AI-Assisted Workflow

Explain how Blackbox gives coding agents an external behavioral checker without making the docs depend on AI.

Abstract

Blackbox gives AI-assisted development a stable verification loop: implement, exercise the system, observe runtime effects, compare them to the catalog, and hand evidence back to the developer for review.

The same loop also helps ordinary scripts, CI jobs, and human developers. Keep this page AI-aware, but not AI-dependent.

Audience

Teams using coding agents or automation while keeping a deterministic behavioral gate outside the implementation loop.

The Agent Problem

Agents need stop conditions. If the only stop condition is “tests are green” or “the task list is checked,” the agent can miss behavior the tests did not assert, drift from the spec, or declare completion without runtime proof.

Blackbox does not make the agent trustworthy by itself. It gives the workflow an external checker that is tied to observed behavior.

Recommended Loop

The agent reads the task, existing tests, catalog, and reports.
The agent makes one reviewable implementation change.
The system test or E2E suite runs against the real boundary.
Blackbox collects spans and produces effect coverage artifacts.
The agent reads the report and fixes missing or forbidden effects.
The agent hands the diff, report, and remaining uncertainty to a human reviewer.

Agent Command Loop

Agents should prefer read-only checks before state-changing commands:

pnpm exec blackbox features check --features ./features --tests ./tests --json
pnpm test:system
pnpm exec blackbox coverage replay --coverage-dir .blackbox-coverage --no-html

When an agent needs to reshape tests, it should run the dry-run path first:

pnpm exec blackbox features reshape ./tests/my.spec.ts --dry-run

State-changing commands such as features emit, features reshape --write, features experimental wrap --write, and features experimental scaffold --write should produce a reviewable diff. They should not be treated as automatic truth.

Agentic Output Verification

Agentic output verification means the agent’s work is checked against evidence outside the agent. In Blackbox, that evidence comes from runtime effects, catalogs, reports, and exit codes.

The workflow should not ask the same agent to be the sole author and final judge. It should give the agent a behavioral report it can react to, then leave merge decisions to a human or CI policy.

Maker And Checker Split

For higher-risk work, separate the implementation role from the verification role:

The maker changes code.
The checker runs Blackbox and reads artifacts from disk.
The checker reports pass, fail, or uncertain against explicit criteria.
The human decides whether the behavioral evidence is enough to merge.

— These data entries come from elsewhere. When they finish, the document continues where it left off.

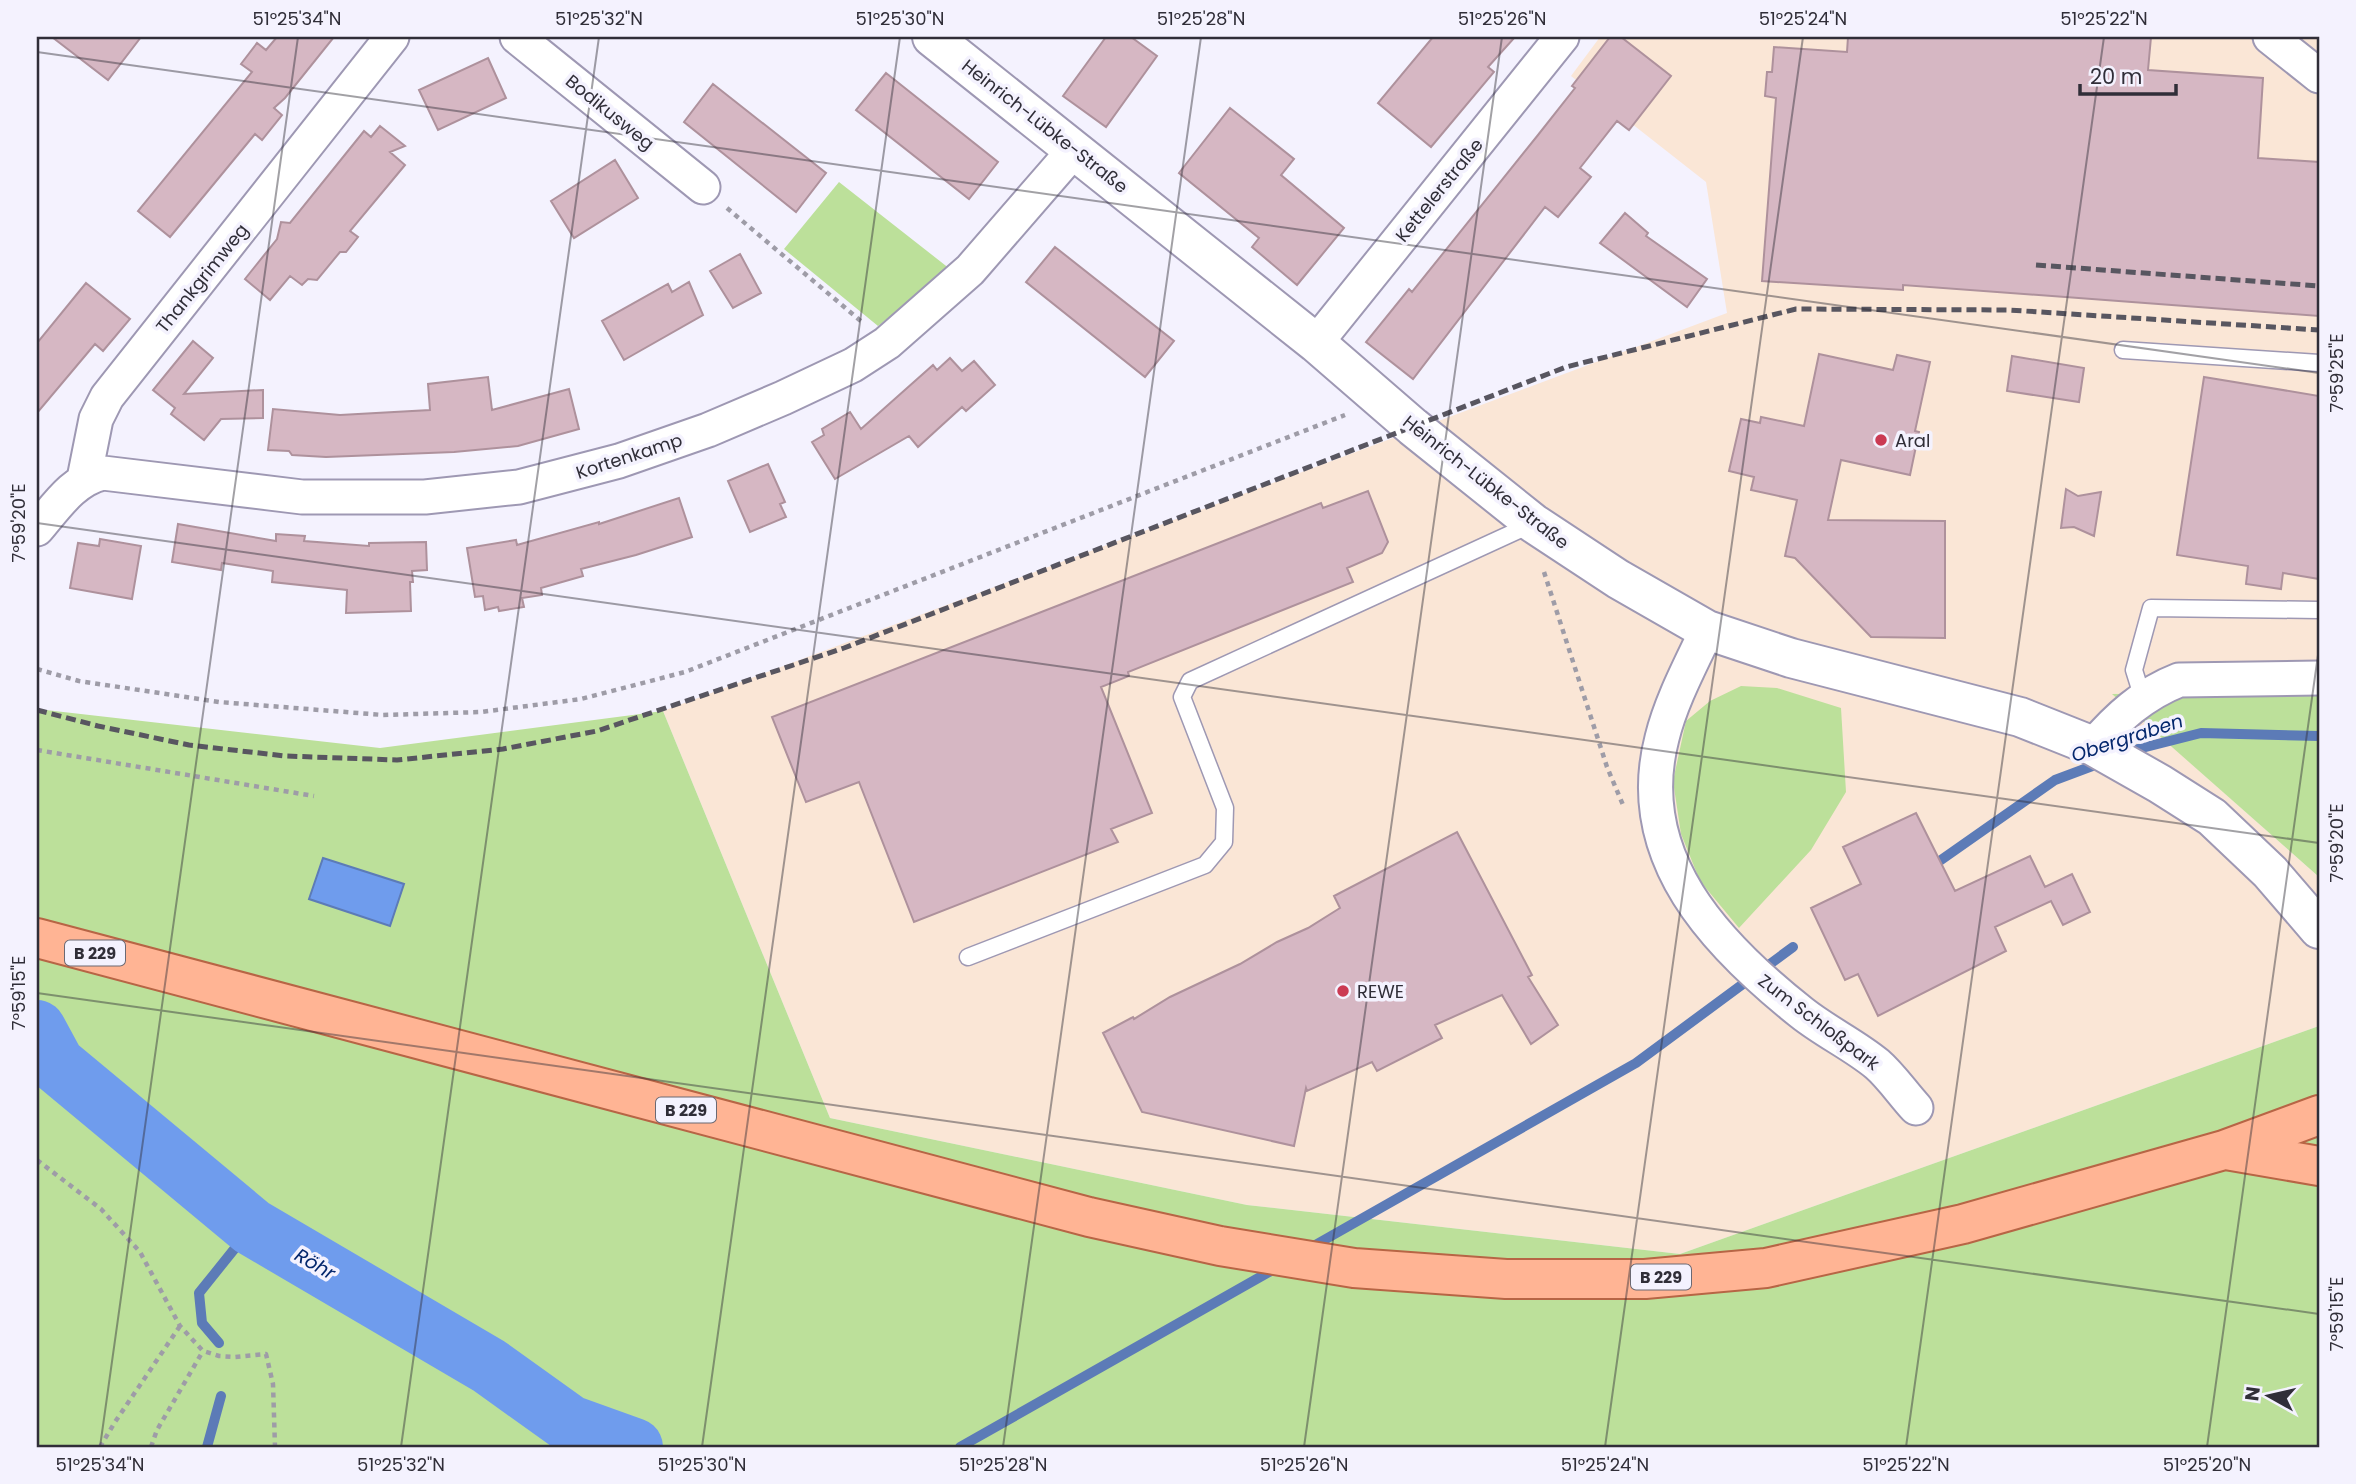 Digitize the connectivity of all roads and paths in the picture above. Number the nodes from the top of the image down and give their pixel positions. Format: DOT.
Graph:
graph roads {
  1 [pos="392,37"];
  2 [pos="517,37"];
  3 [pos="932,37"];
  4 [pos="1562,37"];
  5 [pos="2270,37"];
  6 [pos="2319,76"];
  7 [pos="1075,149"];
  8 [pos="703,187"];
  9 [pos="887,343"];
  10 [pos="1316,343"];
  11 [pos="2123,350"];
  12 [pos="2319,363"];
  13 [pos="1382,401"];
  14 [pos="84,479"];
  15 [pos="1533,523"];
  16 [pos="37,529"];
  17 [pos="2319,610"];
  18 [pos="1707,630"];
  19 [pos="37,669"];
  20 [pos="2319,678"];
  21 [pos="2143,699"];
  22 [pos="2093,747"];
  23 [pos="37,750"];
  24 [pos="314,796"];
  25 [pos="1628,816"];
  26 [pos="2319,929"];
  27 [pos="37,938"];
  28 [pos="968,957"];
  29 [pos="1916,1108"];
  30 [pos="2319,1115"];
  31 [pos="2224,1150"];
  32 [pos="37,1160"];
  33 [pos="2319,1166"];
  34 [pos="180,1326"];
  35 [pos="203,1351"];
  36 [pos="100,1447"];
  37 [pos="151,1447"];
  38 [pos="275,1447"];
  1 -- 14 [label="street, Thankgrimweg"];
  2 -- 8 [label="street, Bodikusweg"];
  3 -- 7 [label="street, Heinrich-Lübke-Straße"];
  4 -- 10 [label="street, Kettelerstraße"];
  5 -- 6 [label="street"];
  7 -- 9 [label="street, Kortenkamp"];
  7 -- 10 [label="street, Heinrich-Lübke-Straße"];
  8 -- 9 [label="path"];
  9 -- 14 [label="street, Kortenkamp"];
  10 -- 13 [label="street, Heinrich-Lübke-Straße"];
  11 -- 12 [label="lane"];
  13 -- 15 [label="street, Heinrich-Lübke-Straße"];
  13 -- 19 [label="path"];
  14 -- 16 [label="street"];
  15 -- 18 [label="street, Heinrich-Lübke-Straße"];
  15 -- 25 [label="path"];
  15 -- 28 [label="lane"];
  17 -- 21 [label="lane"];
  18 -- 22 [label="street, Heinrich-Lübke-Straße"];
  18 -- 29 [label="street, Zum Schloßpark"];
  20 -- 21 [label="street"];
  21 -- 22 [label="street"];
  22 -- 26 [label="street, Heinrich-Lübke-Straße"];
  23 -- 24 [label="path"];
  27 -- 31 [label="main road, B 229"];
  30 -- 31 [label="main road, B 229"];
  31 -- 33 [label="main road"];
  32 -- 34 [label="path"];
  34 -- 35 [label="path"];
  34 -- 36 [label="path"];
  35 -- 37 [label="path"];
  35 -- 38 [label="path"];
} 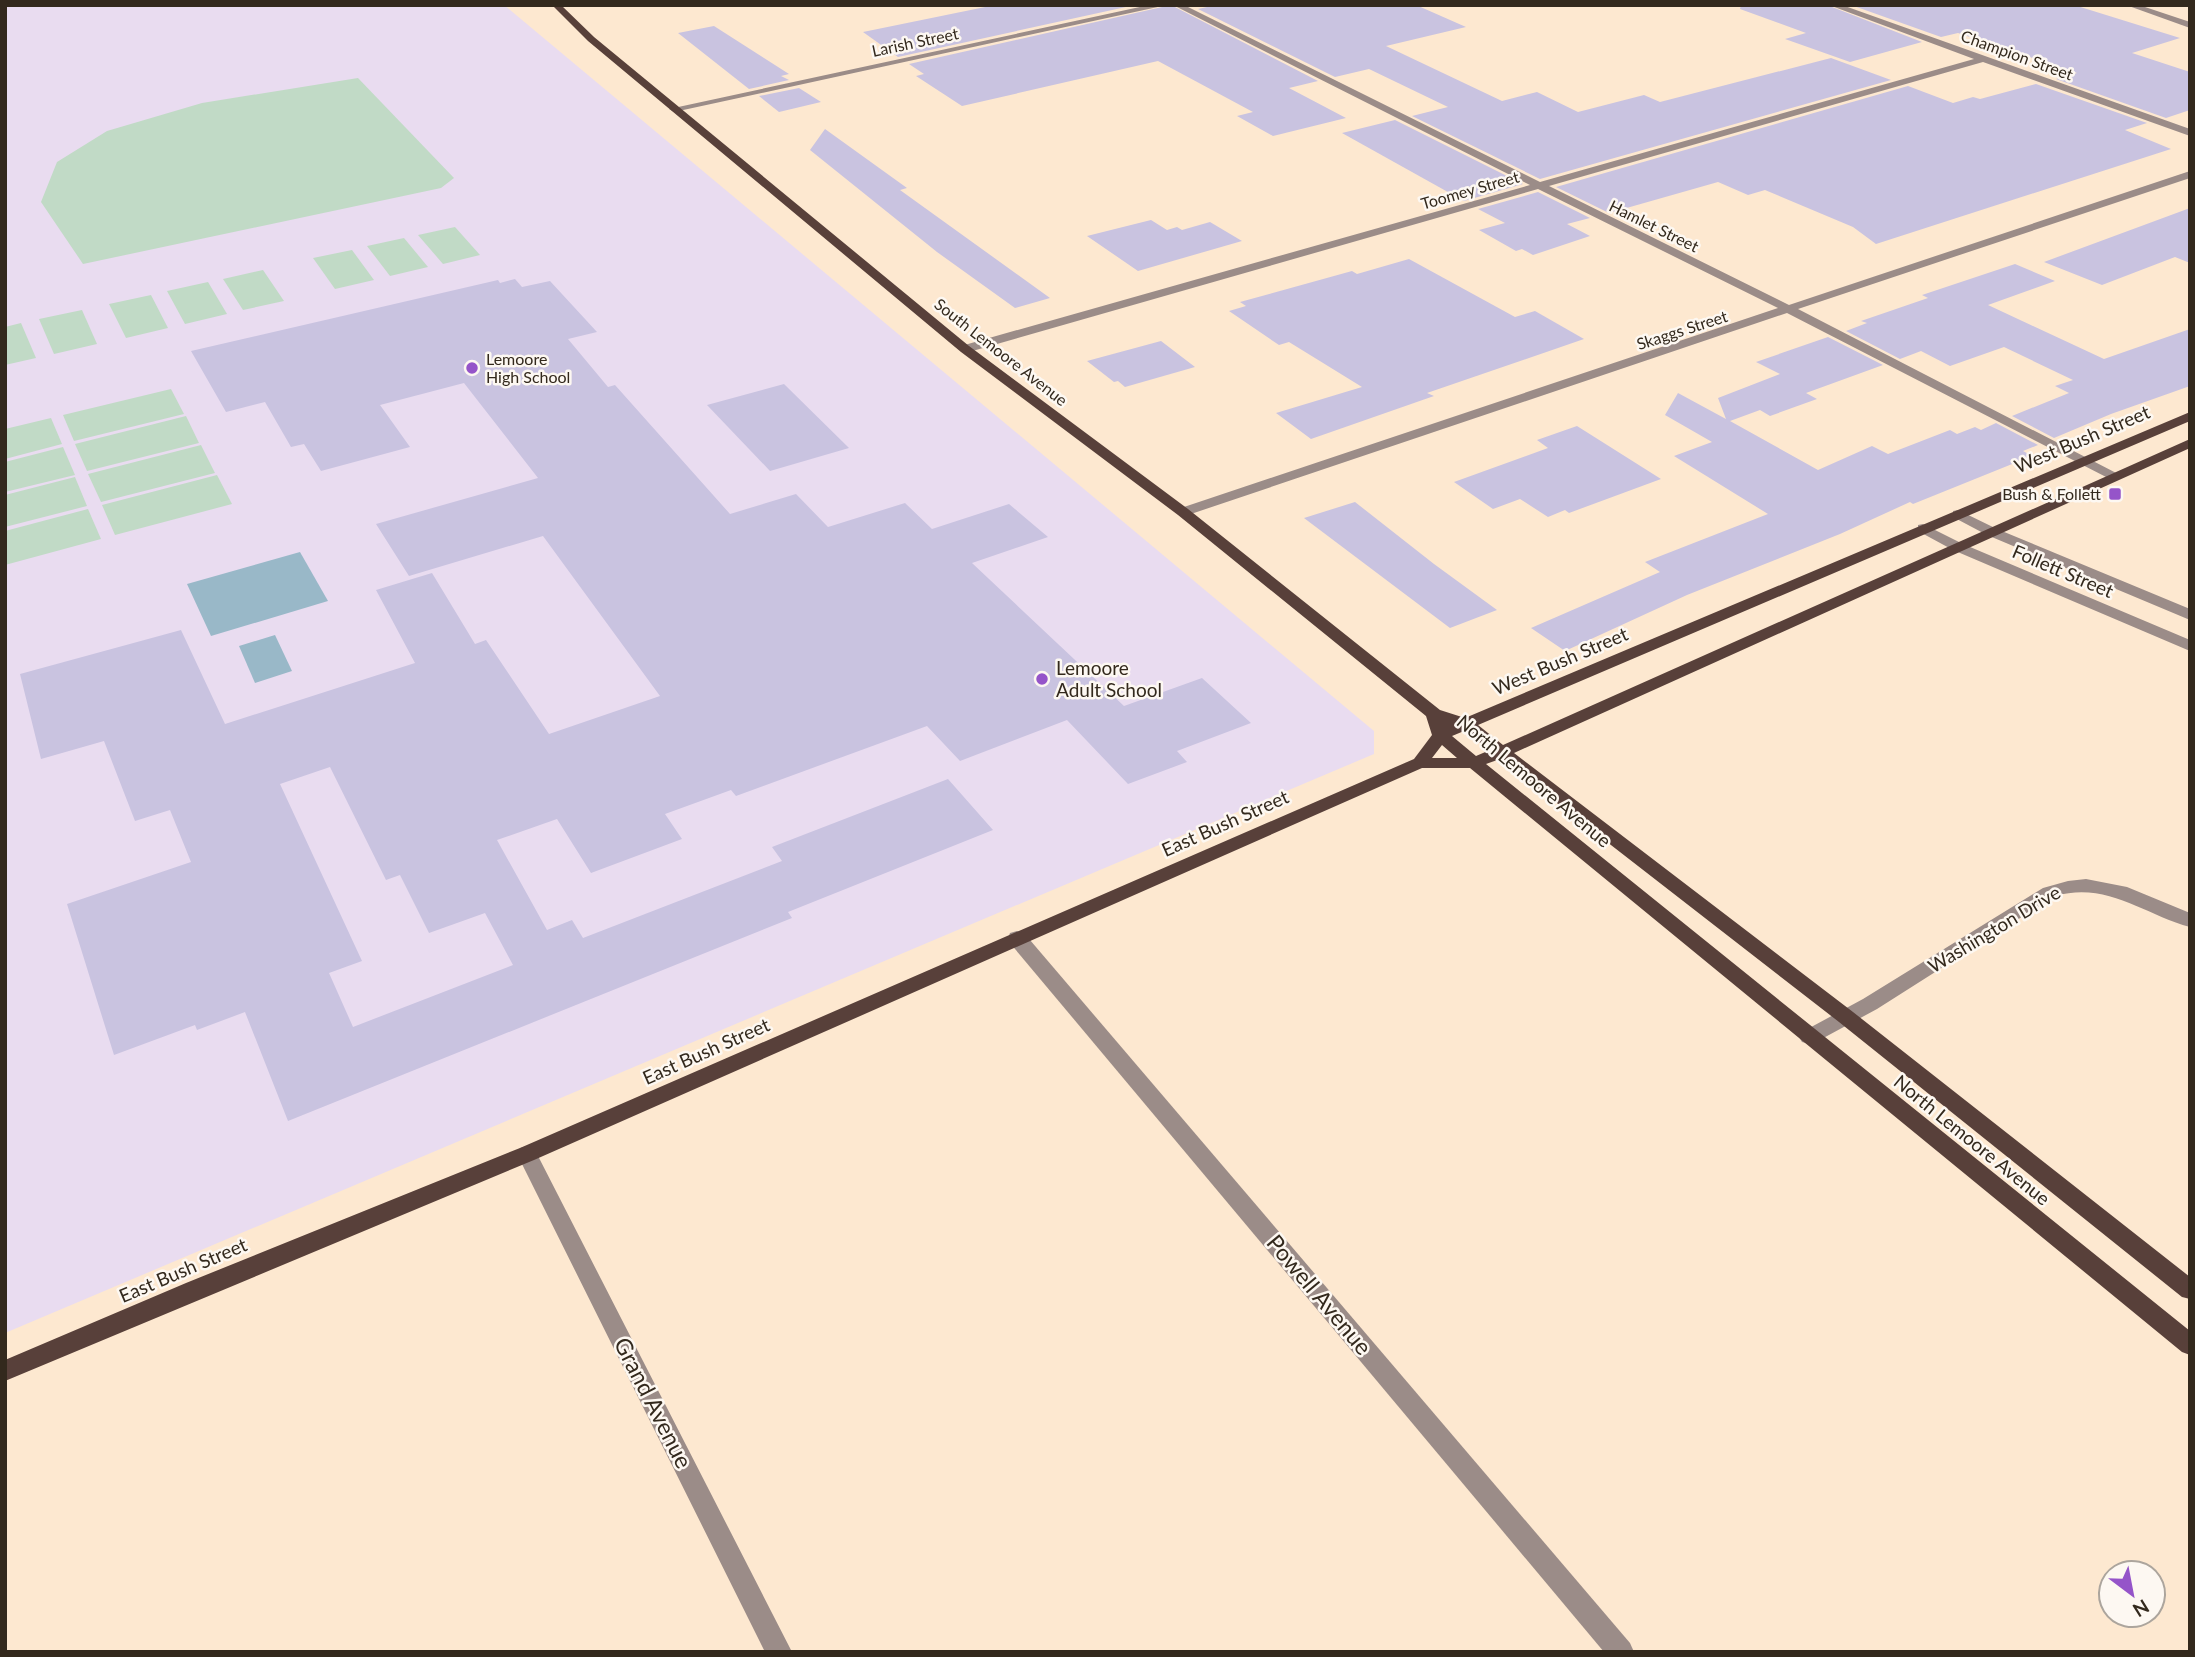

This matches the direction shown by loop-engineering discussions in the Spec Kit ecosystem, but the page should not depend on any specific agent, model, IDE, or prompt system.

What Blackbox Provides

Stable artifacts an agent can parse: reports, catalogs, generated feature files, and exit codes.
A behavioral signal outside the agent’s prose reasoning.
A way to detect missing required effects and forbidden effects.
A review artifact that humans can inspect without trusting the agent’s summary.

Useful Structured Outputs

features check --json reports feature syntax and source/feature drift.
features lint --json reports structural findings.
features compare-observations --json reports experimental observation drift.
omcdc-propagation.json, coverage.json, and shape-coverage.json report runtime coverage evidence.

What This Loop Does Not Prove

It does not replace a human owner for product intent.
It does not prove every requirement in a written spec.
It does not remove the need for instrumentation, scenario design, or system tests.
It should not be documented as a direct Spec Kit command until that integration exists.

Command Safety

Agents should treat exit code 1 from drift, check, lint, or compare commands as a useful finding, not a crash. Exit code 2 usually means the command could not produce a trustworthy result because inputs, directories, or transforms failed.